Between guiding the fashion week conversation, mentoring young designers, spurring local manufacturing, launching New York Fashion Week: Men's and partnering with corporations such as W Hotels and Cadillac, which just announced a Retail Lab mentorship program, the CFDA is always juggling many initiatives for its more than 500 members.

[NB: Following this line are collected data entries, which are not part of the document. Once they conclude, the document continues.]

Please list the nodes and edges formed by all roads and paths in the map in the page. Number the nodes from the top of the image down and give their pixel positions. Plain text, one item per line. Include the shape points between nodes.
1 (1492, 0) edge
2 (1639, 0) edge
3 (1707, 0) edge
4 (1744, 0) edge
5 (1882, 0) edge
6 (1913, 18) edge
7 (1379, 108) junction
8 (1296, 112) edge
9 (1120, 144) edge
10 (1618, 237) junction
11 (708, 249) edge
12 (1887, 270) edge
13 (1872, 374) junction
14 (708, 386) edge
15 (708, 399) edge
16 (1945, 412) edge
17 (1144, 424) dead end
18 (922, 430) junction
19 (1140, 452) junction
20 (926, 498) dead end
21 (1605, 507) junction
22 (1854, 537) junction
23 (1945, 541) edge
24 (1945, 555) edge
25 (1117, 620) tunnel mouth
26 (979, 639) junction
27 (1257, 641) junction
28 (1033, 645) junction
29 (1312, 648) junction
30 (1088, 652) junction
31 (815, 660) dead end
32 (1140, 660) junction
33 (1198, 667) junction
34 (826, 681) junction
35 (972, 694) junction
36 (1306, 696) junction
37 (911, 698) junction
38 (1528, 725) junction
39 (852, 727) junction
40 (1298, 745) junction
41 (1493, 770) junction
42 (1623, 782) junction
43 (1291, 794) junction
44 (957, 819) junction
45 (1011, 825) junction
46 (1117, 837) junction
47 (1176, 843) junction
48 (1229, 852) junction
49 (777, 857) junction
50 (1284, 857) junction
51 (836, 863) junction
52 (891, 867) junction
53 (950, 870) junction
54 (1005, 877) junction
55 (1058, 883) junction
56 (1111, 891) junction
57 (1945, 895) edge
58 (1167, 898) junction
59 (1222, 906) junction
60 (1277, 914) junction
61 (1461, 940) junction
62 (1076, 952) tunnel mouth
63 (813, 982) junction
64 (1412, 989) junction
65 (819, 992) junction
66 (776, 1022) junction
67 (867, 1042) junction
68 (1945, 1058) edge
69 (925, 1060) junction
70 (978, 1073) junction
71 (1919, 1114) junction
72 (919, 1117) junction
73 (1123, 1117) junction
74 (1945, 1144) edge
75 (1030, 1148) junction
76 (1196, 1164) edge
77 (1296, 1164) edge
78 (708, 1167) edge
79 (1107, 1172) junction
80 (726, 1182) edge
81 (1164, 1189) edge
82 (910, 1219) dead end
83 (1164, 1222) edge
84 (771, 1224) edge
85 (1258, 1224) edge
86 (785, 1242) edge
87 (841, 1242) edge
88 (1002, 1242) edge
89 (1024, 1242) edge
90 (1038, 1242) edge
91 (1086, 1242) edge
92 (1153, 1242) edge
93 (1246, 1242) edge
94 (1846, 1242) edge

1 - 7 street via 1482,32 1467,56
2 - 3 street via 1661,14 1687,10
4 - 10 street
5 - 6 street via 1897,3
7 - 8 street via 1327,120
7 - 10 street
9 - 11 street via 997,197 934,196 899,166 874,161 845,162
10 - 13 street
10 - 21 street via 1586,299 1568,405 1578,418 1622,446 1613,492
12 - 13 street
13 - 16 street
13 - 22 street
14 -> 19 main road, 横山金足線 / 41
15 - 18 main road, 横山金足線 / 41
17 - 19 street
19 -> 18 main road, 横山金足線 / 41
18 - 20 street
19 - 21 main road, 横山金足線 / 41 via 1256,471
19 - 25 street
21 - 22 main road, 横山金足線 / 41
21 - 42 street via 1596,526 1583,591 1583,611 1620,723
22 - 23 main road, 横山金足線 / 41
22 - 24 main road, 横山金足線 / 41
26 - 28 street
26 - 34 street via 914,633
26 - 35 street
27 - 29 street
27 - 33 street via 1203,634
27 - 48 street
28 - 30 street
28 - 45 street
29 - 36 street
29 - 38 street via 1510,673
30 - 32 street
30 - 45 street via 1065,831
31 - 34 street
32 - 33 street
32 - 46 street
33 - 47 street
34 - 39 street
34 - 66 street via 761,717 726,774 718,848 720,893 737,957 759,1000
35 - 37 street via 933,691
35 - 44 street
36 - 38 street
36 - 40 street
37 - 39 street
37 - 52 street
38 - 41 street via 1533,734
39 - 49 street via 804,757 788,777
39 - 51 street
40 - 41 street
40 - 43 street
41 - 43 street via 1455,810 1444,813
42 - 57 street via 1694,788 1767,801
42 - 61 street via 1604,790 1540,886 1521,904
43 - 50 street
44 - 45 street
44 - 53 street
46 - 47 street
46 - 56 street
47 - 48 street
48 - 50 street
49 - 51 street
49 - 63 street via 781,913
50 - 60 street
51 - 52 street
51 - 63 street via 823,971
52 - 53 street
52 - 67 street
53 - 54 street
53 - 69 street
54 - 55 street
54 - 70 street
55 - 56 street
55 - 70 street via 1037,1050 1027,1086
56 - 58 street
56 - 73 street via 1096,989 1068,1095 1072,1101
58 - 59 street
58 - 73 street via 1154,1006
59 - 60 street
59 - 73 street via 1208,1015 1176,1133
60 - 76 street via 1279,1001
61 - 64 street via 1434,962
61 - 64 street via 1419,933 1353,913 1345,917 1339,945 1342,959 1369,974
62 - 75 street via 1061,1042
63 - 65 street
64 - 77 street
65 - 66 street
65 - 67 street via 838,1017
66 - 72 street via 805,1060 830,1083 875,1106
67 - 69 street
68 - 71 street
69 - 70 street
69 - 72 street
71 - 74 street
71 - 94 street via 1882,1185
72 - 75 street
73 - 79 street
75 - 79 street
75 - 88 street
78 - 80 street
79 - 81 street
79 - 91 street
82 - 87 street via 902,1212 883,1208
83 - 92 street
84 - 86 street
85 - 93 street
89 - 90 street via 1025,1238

And coming up on the horizon is a new format for its annual Fashion Awards, which will take place on June 6 at the Hammerstein Ballroom. "It was very nice [at Lincoln Center, its previous location] for a few years and then our members started to say, 'Oh, but why can't we have a little bit more fun and why can't we drink and mingle, and this and that,' so we said, 'Why can't we do it like the Golden Globes?'" said von Furstenberg. "Which may be a total mess." Kolb responded, "No, no it's going to be amazing... By going to Hammerstein Ballroom — which is a beautiful old venue, the original opera house in Manhattan — we have a proper big stage and we can do the dinner... the idea is really to have more intimate interactions and still be able able to produce a show, which is important."

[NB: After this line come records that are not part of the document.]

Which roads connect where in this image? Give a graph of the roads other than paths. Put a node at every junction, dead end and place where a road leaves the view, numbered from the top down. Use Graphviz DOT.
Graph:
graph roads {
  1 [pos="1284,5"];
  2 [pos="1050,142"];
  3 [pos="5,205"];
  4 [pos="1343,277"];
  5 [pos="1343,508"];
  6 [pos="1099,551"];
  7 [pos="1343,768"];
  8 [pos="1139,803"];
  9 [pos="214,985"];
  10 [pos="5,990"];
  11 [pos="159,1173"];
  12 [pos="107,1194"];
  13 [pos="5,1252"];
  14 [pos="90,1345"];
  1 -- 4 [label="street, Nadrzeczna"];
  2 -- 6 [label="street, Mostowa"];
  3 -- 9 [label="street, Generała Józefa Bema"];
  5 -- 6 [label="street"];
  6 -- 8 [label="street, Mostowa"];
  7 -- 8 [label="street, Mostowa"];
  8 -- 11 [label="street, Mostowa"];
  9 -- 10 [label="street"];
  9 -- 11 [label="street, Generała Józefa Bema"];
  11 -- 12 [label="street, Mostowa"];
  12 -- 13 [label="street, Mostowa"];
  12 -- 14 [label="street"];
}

The awards will be filmed this year, but the CFDA has yet to determine where that footage will go ("There's a lot of options on the table," said Kolb), but it doesn't necessarily mean the CFDA is setting the stage for a live show in the future. "It's not the kind of show that you're going to watch because you want to be surprised about the winners in the category," he said. But there will be one surprise come June 6: the Fashion Icon award, which was presented to Pharrell Williams and an almost naked Rihanna at the last two ceremonies. If this year's recipient is someone like Kim Kardashian, as has been suggested online, Kolb might be underestimating the instant interest. "If we go live [in the future], maybe we won't make certain announcements, we'll hold back," said von Furstenberg. It's just another way consumer-facing concerns are impacting the industry: what started as a small gala in 1981 could become fashion's very own Oscars. 

Disclosure: W Hotels paid for Fashionista's travel and accommodations.